_Exercise prompt_.
Produce a verbatim transcript of the entries below, excluding pictures.

_Dataset excerpts_.
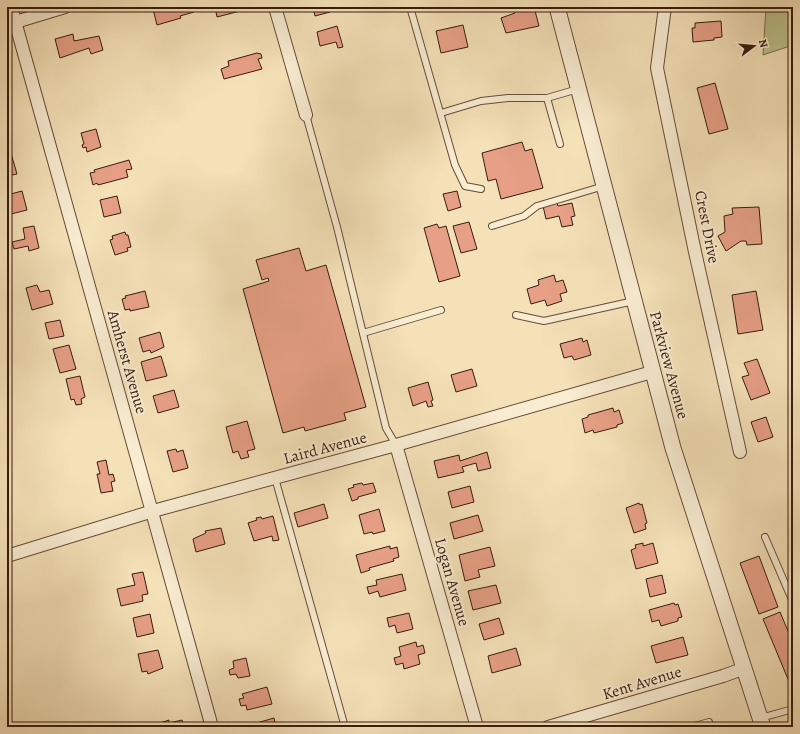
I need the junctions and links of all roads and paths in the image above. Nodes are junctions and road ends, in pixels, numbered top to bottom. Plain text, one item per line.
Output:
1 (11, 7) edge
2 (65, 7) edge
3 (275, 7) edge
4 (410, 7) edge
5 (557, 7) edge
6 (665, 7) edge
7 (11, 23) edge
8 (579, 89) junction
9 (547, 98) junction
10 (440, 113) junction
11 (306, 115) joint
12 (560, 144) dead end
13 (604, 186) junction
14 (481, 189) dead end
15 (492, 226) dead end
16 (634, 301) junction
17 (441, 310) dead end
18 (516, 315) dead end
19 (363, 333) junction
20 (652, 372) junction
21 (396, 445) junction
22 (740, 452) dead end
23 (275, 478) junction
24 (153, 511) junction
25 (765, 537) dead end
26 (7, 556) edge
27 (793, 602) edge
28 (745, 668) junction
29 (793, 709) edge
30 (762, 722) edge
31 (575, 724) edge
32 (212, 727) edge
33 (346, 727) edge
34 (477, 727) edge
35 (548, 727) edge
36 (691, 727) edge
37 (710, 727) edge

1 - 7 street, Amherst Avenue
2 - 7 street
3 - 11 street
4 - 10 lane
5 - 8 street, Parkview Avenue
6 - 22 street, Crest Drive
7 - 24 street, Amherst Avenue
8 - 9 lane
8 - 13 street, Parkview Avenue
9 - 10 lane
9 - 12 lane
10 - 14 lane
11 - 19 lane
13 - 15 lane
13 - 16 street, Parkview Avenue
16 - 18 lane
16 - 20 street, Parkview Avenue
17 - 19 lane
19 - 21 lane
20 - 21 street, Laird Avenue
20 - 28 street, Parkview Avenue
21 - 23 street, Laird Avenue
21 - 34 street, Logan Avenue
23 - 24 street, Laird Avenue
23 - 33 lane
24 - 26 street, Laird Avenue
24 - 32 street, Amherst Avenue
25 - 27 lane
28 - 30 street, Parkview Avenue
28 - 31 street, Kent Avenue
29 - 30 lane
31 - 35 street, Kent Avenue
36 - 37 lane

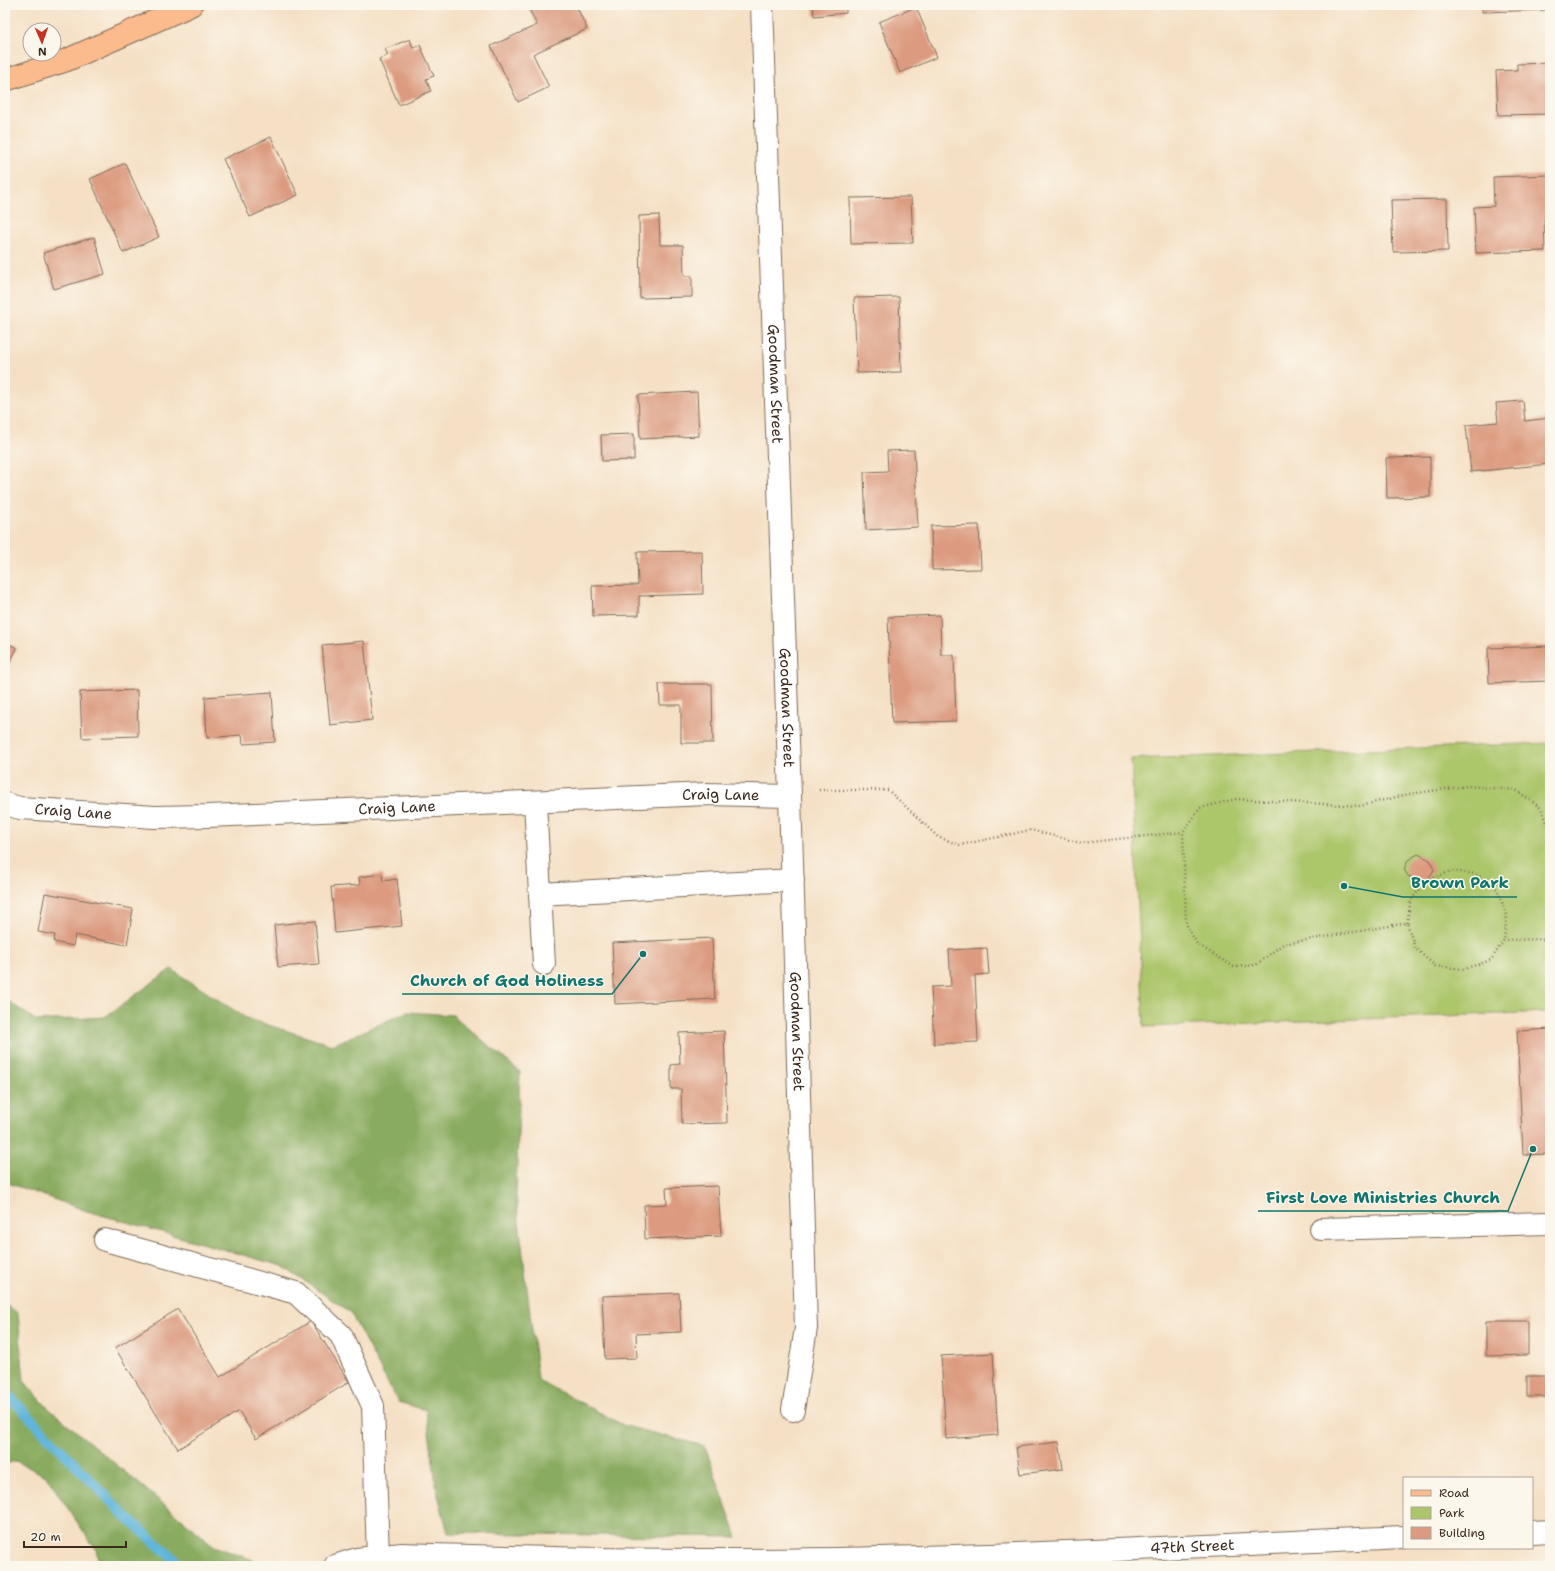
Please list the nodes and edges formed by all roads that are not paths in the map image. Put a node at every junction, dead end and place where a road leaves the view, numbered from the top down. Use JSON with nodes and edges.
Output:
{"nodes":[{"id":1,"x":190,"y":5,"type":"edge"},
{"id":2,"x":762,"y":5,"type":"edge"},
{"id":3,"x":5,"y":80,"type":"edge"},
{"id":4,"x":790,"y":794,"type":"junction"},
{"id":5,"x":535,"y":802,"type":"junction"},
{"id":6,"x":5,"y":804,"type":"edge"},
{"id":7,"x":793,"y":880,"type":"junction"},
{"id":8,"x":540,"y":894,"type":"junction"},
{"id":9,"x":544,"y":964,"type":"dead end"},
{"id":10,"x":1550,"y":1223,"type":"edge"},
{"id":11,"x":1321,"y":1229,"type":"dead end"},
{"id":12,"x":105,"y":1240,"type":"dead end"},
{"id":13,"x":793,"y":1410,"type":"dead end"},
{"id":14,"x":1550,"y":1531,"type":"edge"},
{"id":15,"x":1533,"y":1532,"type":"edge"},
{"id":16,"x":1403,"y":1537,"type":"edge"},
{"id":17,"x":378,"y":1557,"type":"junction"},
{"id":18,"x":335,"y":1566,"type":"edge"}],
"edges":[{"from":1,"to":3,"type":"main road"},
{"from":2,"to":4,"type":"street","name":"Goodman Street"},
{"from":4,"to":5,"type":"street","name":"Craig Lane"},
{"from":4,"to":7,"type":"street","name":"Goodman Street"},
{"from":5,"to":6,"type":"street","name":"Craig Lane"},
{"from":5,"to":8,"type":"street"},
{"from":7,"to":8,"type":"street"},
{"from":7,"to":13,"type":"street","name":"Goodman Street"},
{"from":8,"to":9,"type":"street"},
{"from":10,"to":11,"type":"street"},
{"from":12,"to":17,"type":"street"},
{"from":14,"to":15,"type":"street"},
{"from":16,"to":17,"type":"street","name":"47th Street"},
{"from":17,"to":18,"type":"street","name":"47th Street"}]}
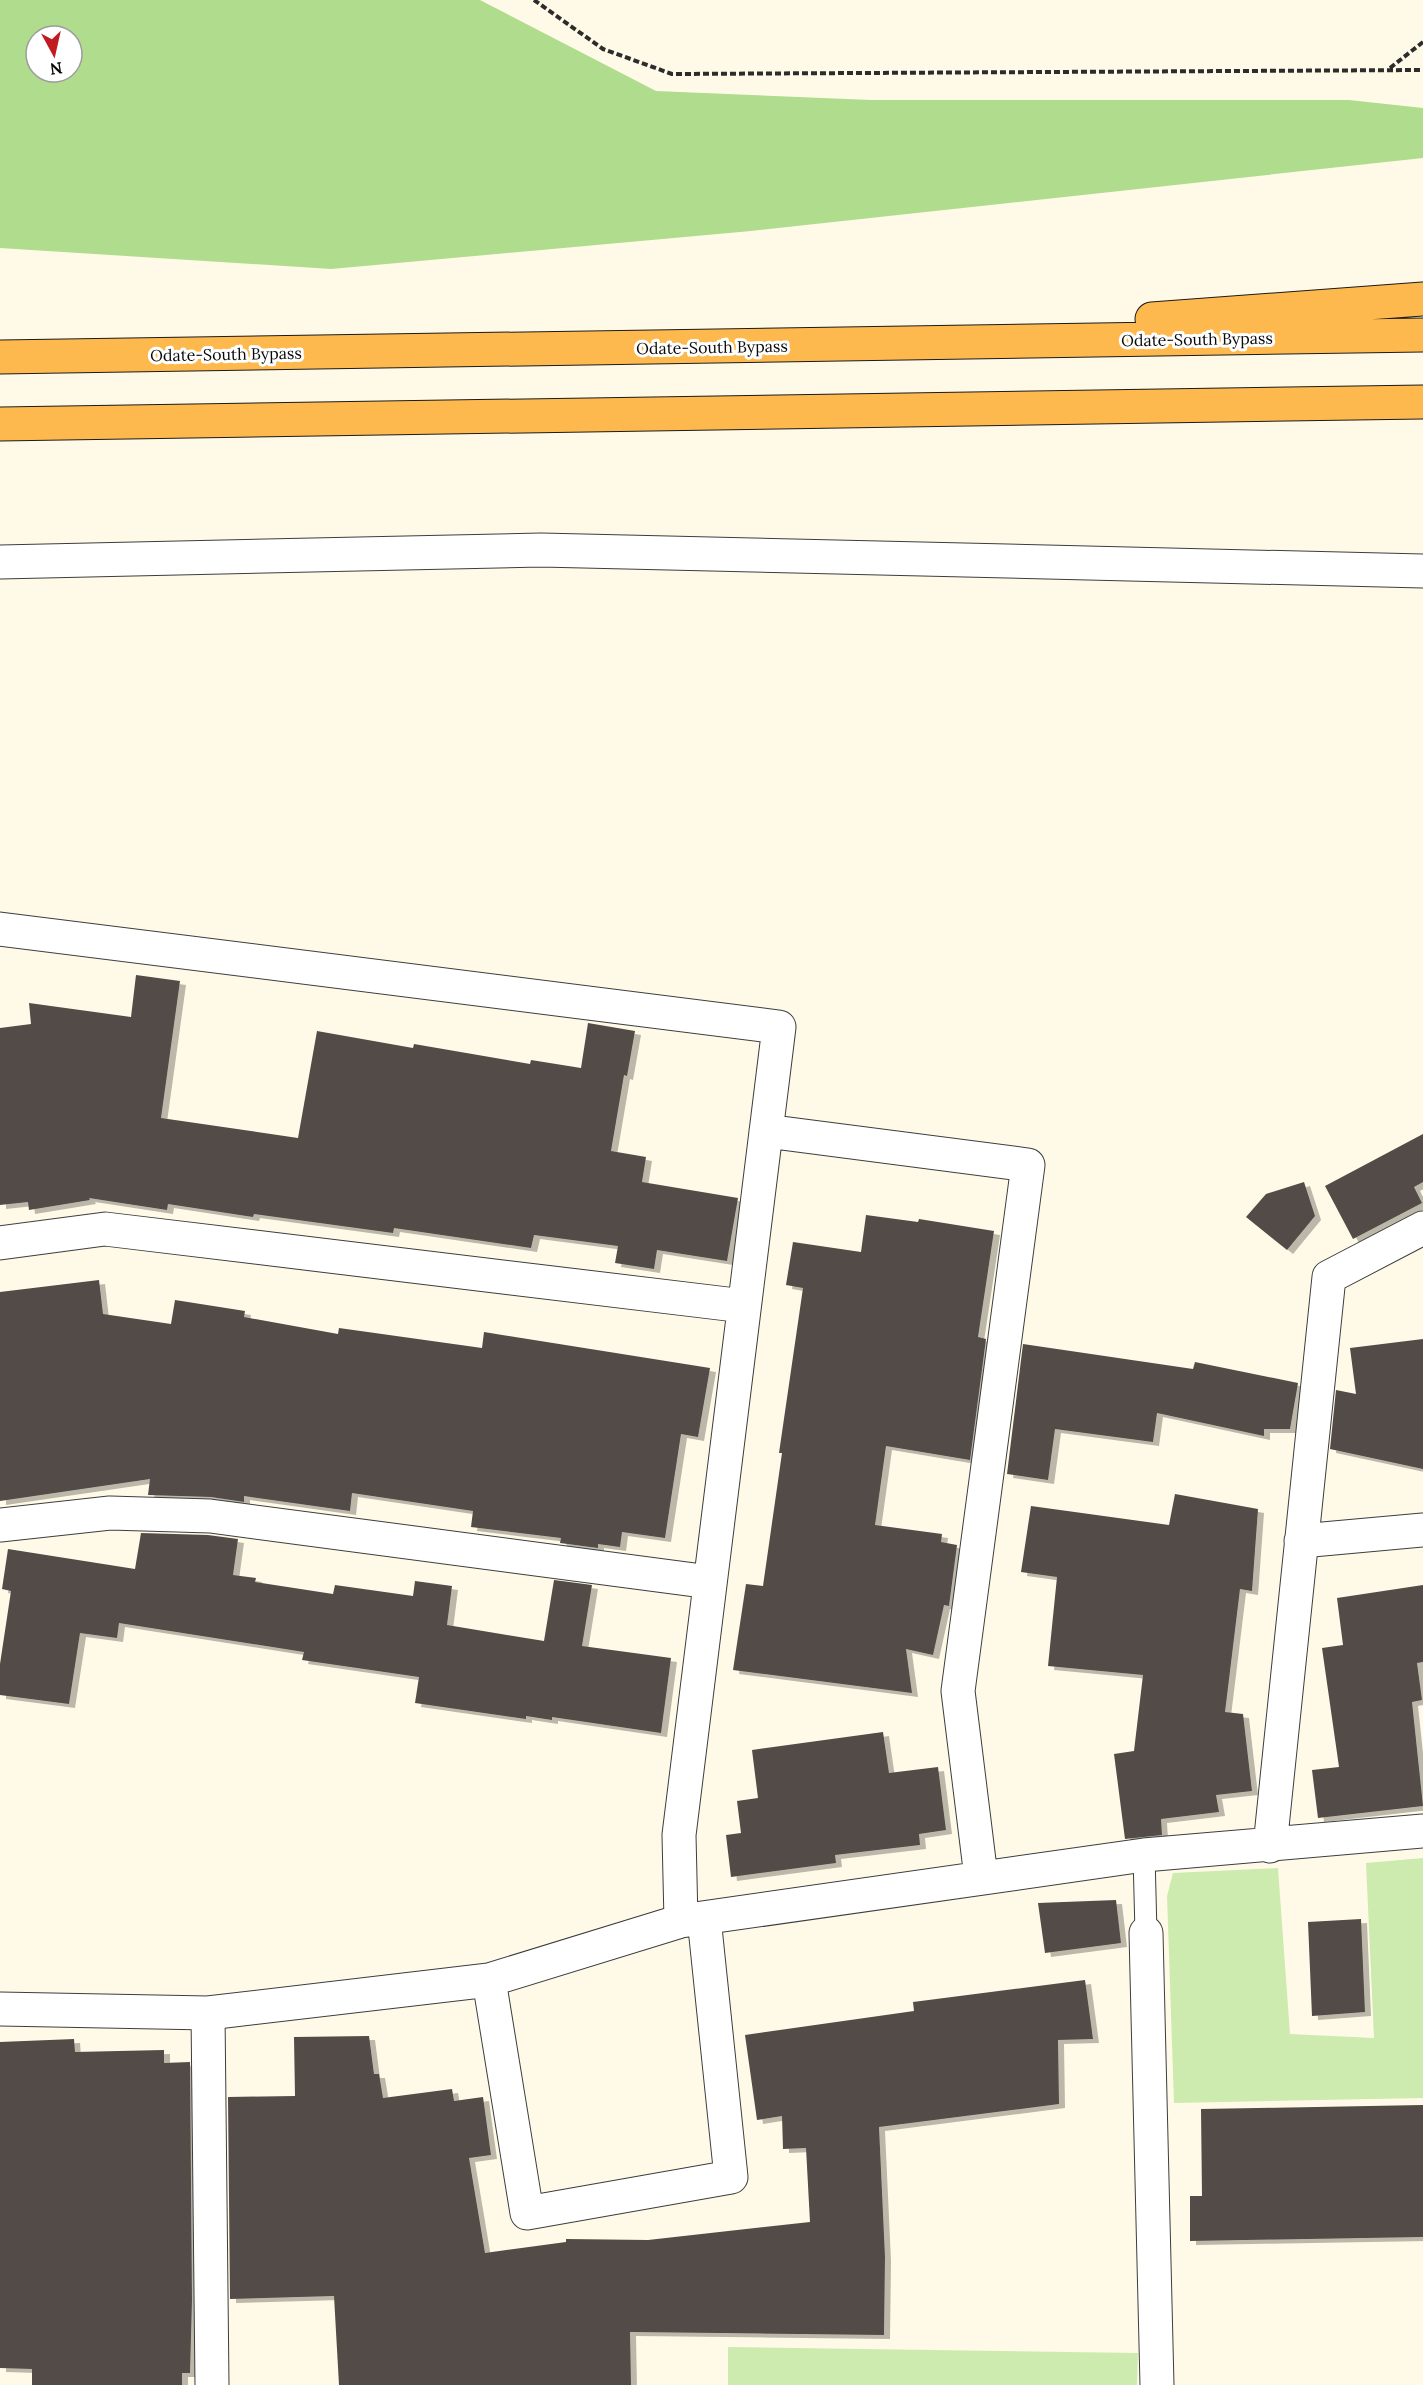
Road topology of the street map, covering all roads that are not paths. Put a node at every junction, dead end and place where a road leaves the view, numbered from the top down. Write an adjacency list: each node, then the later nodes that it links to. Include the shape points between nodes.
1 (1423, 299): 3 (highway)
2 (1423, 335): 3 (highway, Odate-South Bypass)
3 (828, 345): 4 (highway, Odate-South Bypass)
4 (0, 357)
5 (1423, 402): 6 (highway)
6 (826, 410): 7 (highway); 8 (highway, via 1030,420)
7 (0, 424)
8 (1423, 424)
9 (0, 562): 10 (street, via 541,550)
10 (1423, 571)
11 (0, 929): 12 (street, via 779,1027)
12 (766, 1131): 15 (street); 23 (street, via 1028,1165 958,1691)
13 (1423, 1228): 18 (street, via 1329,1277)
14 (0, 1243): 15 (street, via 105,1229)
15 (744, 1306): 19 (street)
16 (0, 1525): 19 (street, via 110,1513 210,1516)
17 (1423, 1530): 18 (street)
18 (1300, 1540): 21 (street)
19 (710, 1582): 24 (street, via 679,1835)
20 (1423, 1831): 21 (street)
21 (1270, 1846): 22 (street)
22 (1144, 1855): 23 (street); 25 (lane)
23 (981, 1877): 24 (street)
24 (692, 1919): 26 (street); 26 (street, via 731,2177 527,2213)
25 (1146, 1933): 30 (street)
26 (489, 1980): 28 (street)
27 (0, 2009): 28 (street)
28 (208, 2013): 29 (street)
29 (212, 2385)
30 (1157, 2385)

_Answer to this exercise_.
I need the junctions and links of all roads and paths in the image above. Nodes are junctions and road ends, in pixels, numbered top to bottom. Plain text, one item per line.
Output:
1 (11, 7) edge
2 (65, 7) edge
3 (275, 7) edge
4 (410, 7) edge
5 (557, 7) edge
6 (665, 7) edge
7 (11, 23) edge
8 (579, 89) junction
9 (547, 98) junction
10 (440, 113) junction
11 (306, 115) joint
12 (560, 144) dead end
13 (604, 186) junction
14 (481, 189) dead end
15 (492, 226) dead end
16 (634, 301) junction
17 (441, 310) dead end
18 (516, 315) dead end
19 (363, 333) junction
20 (652, 372) junction
21 (396, 445) junction
22 (740, 452) dead end
23 (275, 478) junction
24 (153, 511) junction
25 (765, 537) dead end
26 (7, 556) edge
27 (793, 602) edge
28 (745, 668) junction
29 (793, 709) edge
30 (762, 722) edge
31 (575, 724) edge
32 (212, 727) edge
33 (346, 727) edge
34 (477, 727) edge
35 (548, 727) edge
36 (691, 727) edge
37 (710, 727) edge

1 - 7 street, Amherst Avenue
2 - 7 street
3 - 11 street
4 - 10 lane
5 - 8 street, Parkview Avenue
6 - 22 street, Crest Drive
7 - 24 street, Amherst Avenue
8 - 9 lane
8 - 13 street, Parkview Avenue
9 - 10 lane
9 - 12 lane
10 - 14 lane
11 - 19 lane
13 - 15 lane
13 - 16 street, Parkview Avenue
16 - 18 lane
16 - 20 street, Parkview Avenue
17 - 19 lane
19 - 21 lane
20 - 21 street, Laird Avenue
20 - 28 street, Parkview Avenue
21 - 23 street, Laird Avenue
21 - 34 street, Logan Avenue
23 - 24 street, Laird Avenue
23 - 33 lane
24 - 26 street, Laird Avenue
24 - 32 street, Amherst Avenue
25 - 27 lane
28 - 30 street, Parkview Avenue
28 - 31 street, Kent Avenue
29 - 30 lane
31 - 35 street, Kent Avenue
36 - 37 lane

Please list the nodes and edges formed by all roads that are not paths in the map image. Put a node at every junction, dead end and place where a road leaves the view, numbered from the top down. Use JSON with nodes and edges.
Output:
{"nodes":[{"id":1,"x":190,"y":5,"type":"edge"},
{"id":2,"x":762,"y":5,"type":"edge"},
{"id":3,"x":5,"y":80,"type":"edge"},
{"id":4,"x":790,"y":794,"type":"junction"},
{"id":5,"x":535,"y":802,"type":"junction"},
{"id":6,"x":5,"y":804,"type":"edge"},
{"id":7,"x":793,"y":880,"type":"junction"},
{"id":8,"x":540,"y":894,"type":"junction"},
{"id":9,"x":544,"y":964,"type":"dead end"},
{"id":10,"x":1550,"y":1223,"type":"edge"},
{"id":11,"x":1321,"y":1229,"type":"dead end"},
{"id":12,"x":105,"y":1240,"type":"dead end"},
{"id":13,"x":793,"y":1410,"type":"dead end"},
{"id":14,"x":1550,"y":1531,"type":"edge"},
{"id":15,"x":1533,"y":1532,"type":"edge"},
{"id":16,"x":1403,"y":1537,"type":"edge"},
{"id":17,"x":378,"y":1557,"type":"junction"},
{"id":18,"x":335,"y":1566,"type":"edge"}],
"edges":[{"from":1,"to":3,"type":"main road"},
{"from":2,"to":4,"type":"street","name":"Goodman Street"},
{"from":4,"to":5,"type":"street","name":"Craig Lane"},
{"from":4,"to":7,"type":"street","name":"Goodman Street"},
{"from":5,"to":6,"type":"street","name":"Craig Lane"},
{"from":5,"to":8,"type":"street"},
{"from":7,"to":8,"type":"street"},
{"from":7,"to":13,"type":"street","name":"Goodman Street"},
{"from":8,"to":9,"type":"street"},
{"from":10,"to":11,"type":"street"},
{"from":12,"to":17,"type":"street"},
{"from":14,"to":15,"type":"street"},
{"from":16,"to":17,"type":"street","name":"47th Street"},
{"from":17,"to":18,"type":"street","name":"47th Street"}]}
Road topology of the street map, covering all roads that are not paths. Put a node at every junction, dead end and place where a road leaves the view, numbered from the top down. Write an adjacency list: each node, then the later nodes that it links to. Include the shape points between nodes.
1 (1423, 299): 3 (highway)
2 (1423, 335): 3 (highway, Odate-South Bypass)
3 (828, 345): 4 (highway, Odate-South Bypass)
4 (0, 357)
5 (1423, 402): 6 (highway)
6 (826, 410): 7 (highway); 8 (highway, via 1030,420)
7 (0, 424)
8 (1423, 424)
9 (0, 562): 10 (street, via 541,550)
10 (1423, 571)
11 (0, 929): 12 (street, via 779,1027)
12 (766, 1131): 15 (street); 23 (street, via 1028,1165 958,1691)
13 (1423, 1228): 18 (street, via 1329,1277)
14 (0, 1243): 15 (street, via 105,1229)
15 (744, 1306): 19 (street)
16 (0, 1525): 19 (street, via 110,1513 210,1516)
17 (1423, 1530): 18 (street)
18 (1300, 1540): 21 (street)
19 (710, 1582): 24 (street, via 679,1835)
20 (1423, 1831): 21 (street)
21 (1270, 1846): 22 (street)
22 (1144, 1855): 23 (street); 25 (lane)
23 (981, 1877): 24 (street)
24 (692, 1919): 26 (street); 26 (street, via 731,2177 527,2213)
25 (1146, 1933): 30 (street)
26 (489, 1980): 28 (street)
27 (0, 2009): 28 (street)
28 (208, 2013): 29 (street)
29 (212, 2385)
30 (1157, 2385)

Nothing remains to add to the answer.